STEPHAN, Ítalo Itamar Caixeiro. Morar em Apartamentos. Minha Cidade, São Paulo, ano 10, n. 112.02, Vitruvius, nov. 2009 <https://vitruvius.com.br/revistas/read/minhacidade/10.112/1827>.


Figura 3
Foto Ítalo Stephan


Figura 1
Foto Ítalo Stephan

Figura 2
Foto Ítalo Stephan

Figura 4
Foto Ítalo Stephan

 
A substituição de casas unifamiliares por prédios multifamiliares provoca um processo de verticalização, conhecido em muitas cidades, sejam elas pequenas ou grandes. O mercado imobiliário voraz prevalece acima da idéia de que adensamento permitiria a oferta de mais residências e reduziria o déficit habitacional, ampliando o direito à moradia. O mercado atende mais e melhor às classes sociais mais elevadas e gera um fenômeno em que o número das pessoas sem teto seja quase igual ao do que caberia nos imóveis vazios nas áreas centrais. Isso significa que, em várias cidades, não seriam necessários prédios novos. Em nome do progresso e dos benefícios (tudo falácia) os  prédios continuam sendo construídos,  destruindo a  identidade local  e alegrando os construtores e prefeitos, crentes que esse tipo de crescimento é sinal de progresso. A lógica do mercado exclui pessoas das boas condições de moradia, padroniza e limita os modos de vida, espreme as pessoas em cubículos sem graça, sem arquitetura, oferecendo apenas o essencial para tocar a vida (figuras 1 e 2). Coloca no mercado imóveis a preços absurdamente elevados. Além da mesmice, produz um trânsito cada dia mais complicado.
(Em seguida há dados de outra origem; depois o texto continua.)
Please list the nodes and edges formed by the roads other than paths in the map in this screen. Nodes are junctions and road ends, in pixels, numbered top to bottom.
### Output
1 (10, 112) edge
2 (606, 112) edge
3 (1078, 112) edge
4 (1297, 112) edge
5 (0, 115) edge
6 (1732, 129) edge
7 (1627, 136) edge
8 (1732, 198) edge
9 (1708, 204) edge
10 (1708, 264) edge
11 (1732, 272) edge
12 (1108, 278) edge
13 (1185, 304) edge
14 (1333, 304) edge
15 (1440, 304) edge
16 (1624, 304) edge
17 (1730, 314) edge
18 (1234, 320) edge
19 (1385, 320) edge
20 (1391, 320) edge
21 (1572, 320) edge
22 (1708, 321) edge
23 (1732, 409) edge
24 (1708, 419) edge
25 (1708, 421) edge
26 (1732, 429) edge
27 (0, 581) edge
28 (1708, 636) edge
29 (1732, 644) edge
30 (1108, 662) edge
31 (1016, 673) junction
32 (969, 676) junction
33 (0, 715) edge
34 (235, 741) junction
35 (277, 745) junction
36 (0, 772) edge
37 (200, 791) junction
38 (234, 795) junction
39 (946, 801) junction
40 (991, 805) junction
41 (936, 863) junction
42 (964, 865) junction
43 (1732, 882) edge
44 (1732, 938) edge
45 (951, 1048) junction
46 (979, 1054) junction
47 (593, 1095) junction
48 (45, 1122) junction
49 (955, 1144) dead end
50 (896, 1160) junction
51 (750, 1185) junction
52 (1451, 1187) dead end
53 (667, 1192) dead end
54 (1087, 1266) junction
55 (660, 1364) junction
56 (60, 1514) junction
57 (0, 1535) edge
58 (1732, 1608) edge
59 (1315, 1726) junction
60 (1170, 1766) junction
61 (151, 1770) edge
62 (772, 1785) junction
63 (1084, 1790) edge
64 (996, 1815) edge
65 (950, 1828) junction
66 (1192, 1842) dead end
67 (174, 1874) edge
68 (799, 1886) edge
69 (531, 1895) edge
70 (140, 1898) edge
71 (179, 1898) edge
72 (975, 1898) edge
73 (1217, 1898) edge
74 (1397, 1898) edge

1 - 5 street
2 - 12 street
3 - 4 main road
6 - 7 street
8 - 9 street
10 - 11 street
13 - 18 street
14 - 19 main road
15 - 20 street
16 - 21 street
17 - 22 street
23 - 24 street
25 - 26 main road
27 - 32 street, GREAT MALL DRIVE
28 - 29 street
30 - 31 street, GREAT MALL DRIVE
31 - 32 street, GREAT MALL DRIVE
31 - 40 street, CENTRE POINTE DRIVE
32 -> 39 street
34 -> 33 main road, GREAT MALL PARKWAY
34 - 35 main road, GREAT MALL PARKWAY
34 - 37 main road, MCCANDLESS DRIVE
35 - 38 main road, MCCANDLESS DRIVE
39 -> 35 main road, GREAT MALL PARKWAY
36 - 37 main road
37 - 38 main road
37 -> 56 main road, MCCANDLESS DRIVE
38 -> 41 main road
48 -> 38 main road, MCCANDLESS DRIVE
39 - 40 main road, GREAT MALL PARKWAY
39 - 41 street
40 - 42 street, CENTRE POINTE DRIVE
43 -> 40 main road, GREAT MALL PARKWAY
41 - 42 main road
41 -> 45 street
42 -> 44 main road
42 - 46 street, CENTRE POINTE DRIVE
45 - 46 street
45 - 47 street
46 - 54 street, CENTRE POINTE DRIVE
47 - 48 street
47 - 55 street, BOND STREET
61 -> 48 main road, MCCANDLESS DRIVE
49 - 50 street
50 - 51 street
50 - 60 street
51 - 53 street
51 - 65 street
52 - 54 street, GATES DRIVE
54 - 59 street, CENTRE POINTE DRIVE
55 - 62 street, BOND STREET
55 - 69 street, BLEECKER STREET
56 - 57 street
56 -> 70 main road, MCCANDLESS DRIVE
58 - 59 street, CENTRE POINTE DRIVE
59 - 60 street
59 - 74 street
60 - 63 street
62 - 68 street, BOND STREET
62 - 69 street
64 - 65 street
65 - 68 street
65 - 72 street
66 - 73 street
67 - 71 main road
Morar em apartamentos é o que a grande parcela da população das cidades maiores faz, pois é mais acessível aos bolsos e oferece maior segurança. Os apartamentos são ocupados por quem aluga, enquanto não realiza o sonho da casa própria, ou por proprietários, de acordo com o seu poder de endividamento. Esse modo de vida é um destino cheio de contratempos para muita gente. A convivência entre moradores e com os defeitos nas construções exige paciência. Significa enfrentar problemas quase todo o tempo, mas é principalmente durante a noite que eles se ampliam, quando o sono é perturbado ou só chega com um exercício de abstração, o que  nem sempre é eficaz.
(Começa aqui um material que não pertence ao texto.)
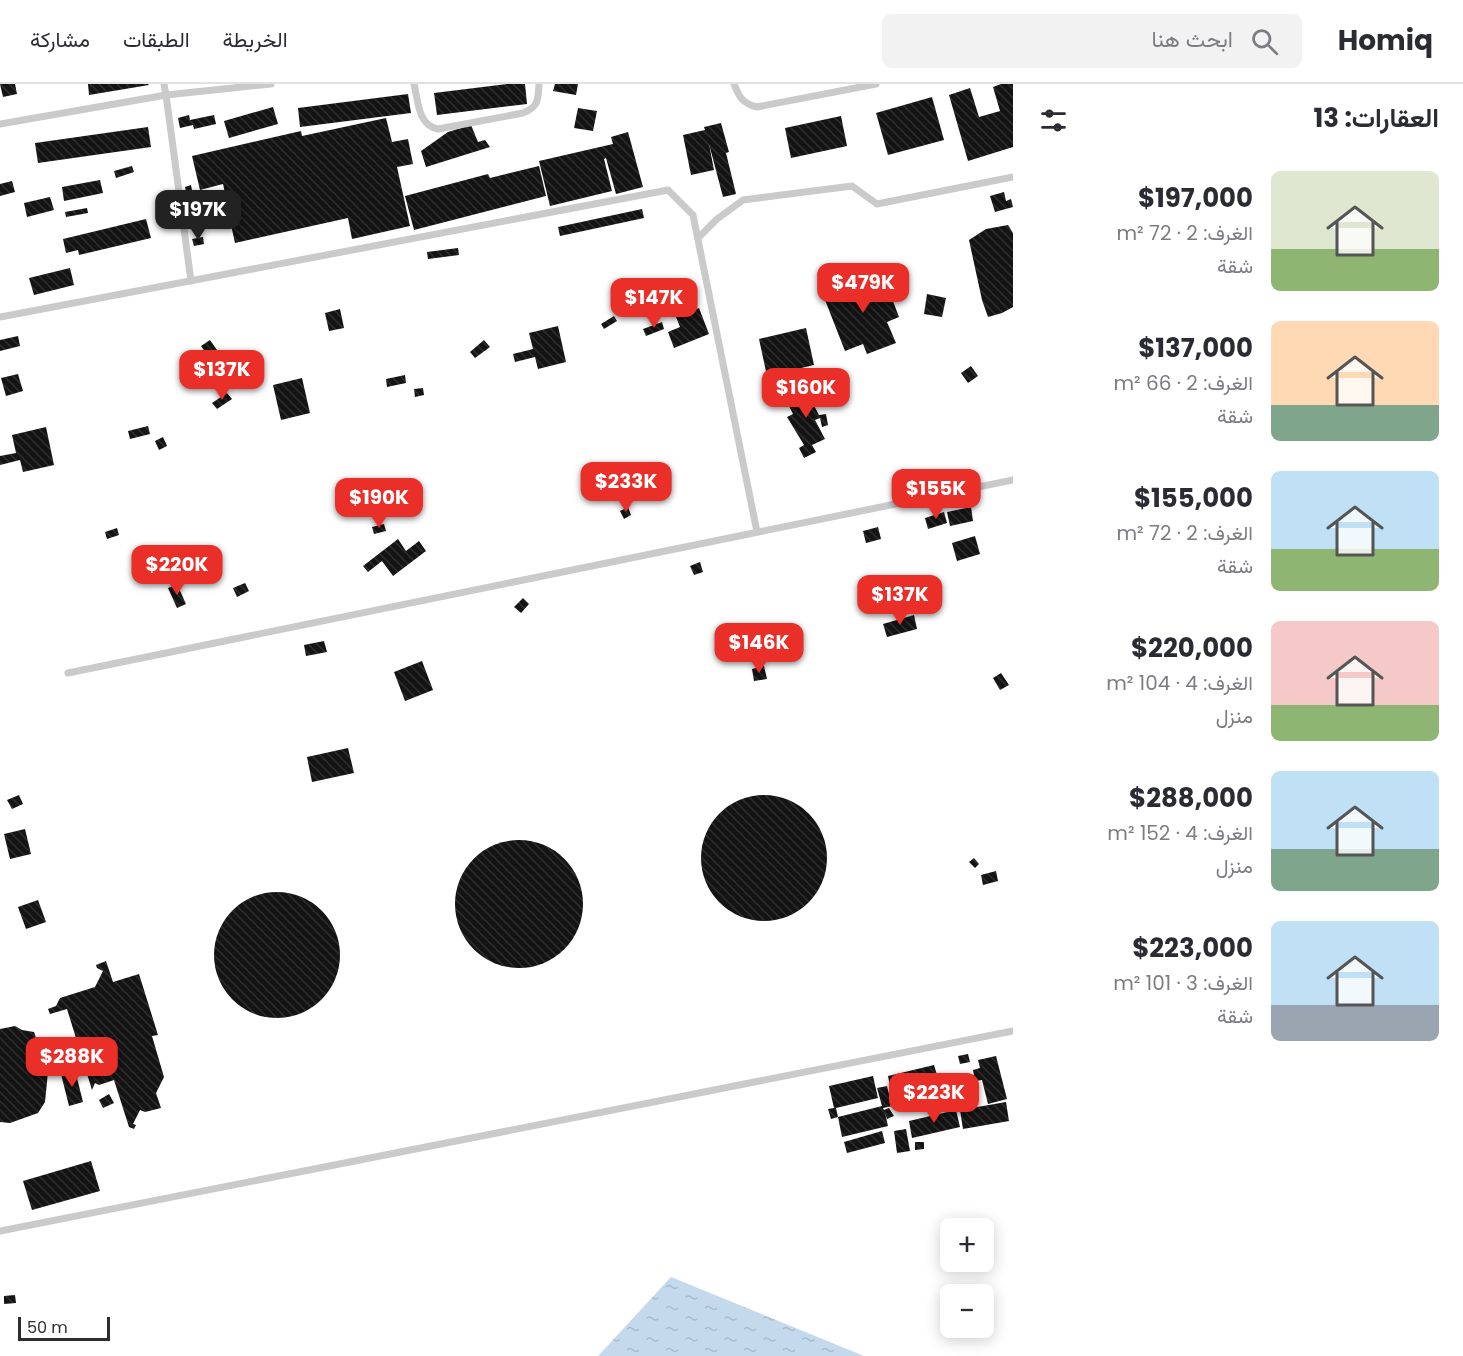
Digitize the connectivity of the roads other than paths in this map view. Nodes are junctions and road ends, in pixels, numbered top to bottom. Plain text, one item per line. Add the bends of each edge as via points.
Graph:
1 (164, 84) edge
2 (271, 84) edge
3 (414, 84) edge
4 (539, 84) edge
5 (736, 84) edge
6 (876, 84) edge
7 (166, 95) junction
8 (0, 123) edge
9 (1013, 177) edge
10 (698, 238) junction
11 (190, 280) junction
12 (0, 317) edge
13 (1013, 480) edge
14 (757, 532) junction
15 (68, 673) dead end
16 (1013, 1031) edge
17 (0, 1231) edge

1 - 7 lane
2 - 7 lane
3 - 4 lane via 421,116 429,126 438,129 533,109
5 - 6 lane via 746,105 758,107
7 - 8 lane
7 - 11 lane
9 - 10 lane via 877,204 852,186 743,200
10 - 11 lane via 693,215 668,190
10 - 14 lane
11 - 12 lane
13 - 14 lane
14 - 15 lane
16 - 17 lane

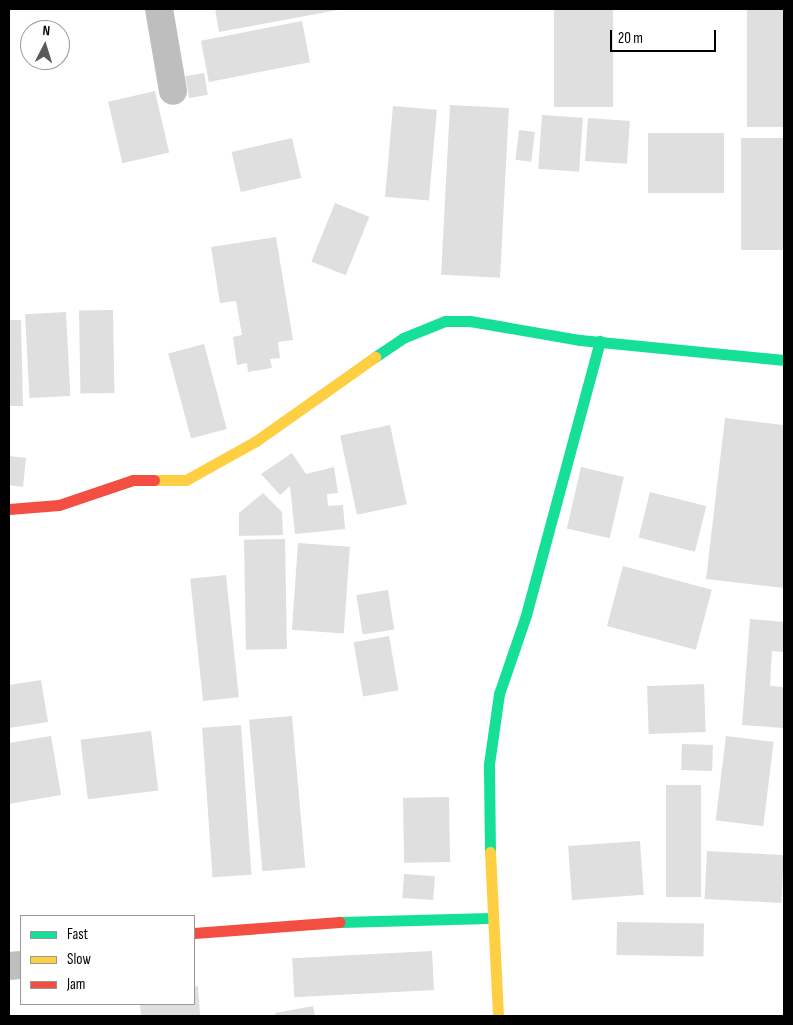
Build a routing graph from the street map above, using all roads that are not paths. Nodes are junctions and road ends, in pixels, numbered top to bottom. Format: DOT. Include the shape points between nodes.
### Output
graph roads {
  1 [pos="159,9"];
  2 [pos="173,90"];
  3 [pos="600,341"];
  4 [pos="784,360"];
  5 [pos="9,509"];
  6 [pos="490,918"];
  7 [pos="195,933"];
  8 [pos="498,1016"];
  1 -- 2 [label="street"];
  3 -- 4 [label="street"];
  3 -- 5 [label="street" via="470,321 421,328 305,403 256,441 186,480 132,480 59,505"];
  3 -- 6 [label="street" via="526,615 499,694 489,764"];
  6 -- 7 [label="street" via="317,923"];
  6 -- 8 [label="street"];
}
Consegue-se fazer com que os apartamentos fiquem cada vez menores. Os tetos estão cada vez mais próximos ao chão, as janelas cada vez menores. Salas se conjugam às cozinhas, já conjugadas às áreas de serviço. No mesmo ambiente devem conviver sofá e geladeira, fogão e varal de roupas, sons da TV misturados com o do exaustor e da máquina de lavar. Agora com os aparelhos de TV com telas planas, vai dar para estreitar as salas em mais uns trinta centímetros.  Nos quartos só cabem os móveis em escala reduzida nas propagandas das imobiliárias, ou aqueles lançamentos de seis portas da mesma largura dos que há alguns anos eram de duas. Banheiros praticamente exigem que entremos de frente e saiamos de ré (ou vice-versa). Para cozinhar é melhor comer fora ou comprar comida pronta. Frituras em casa, nem pensar. Lavar roupas é complicado, mais ainda secá-las. Estacionar em vagas de garagem são desafios cotidianos, com marcas nos pilares e nas latarias dos carros.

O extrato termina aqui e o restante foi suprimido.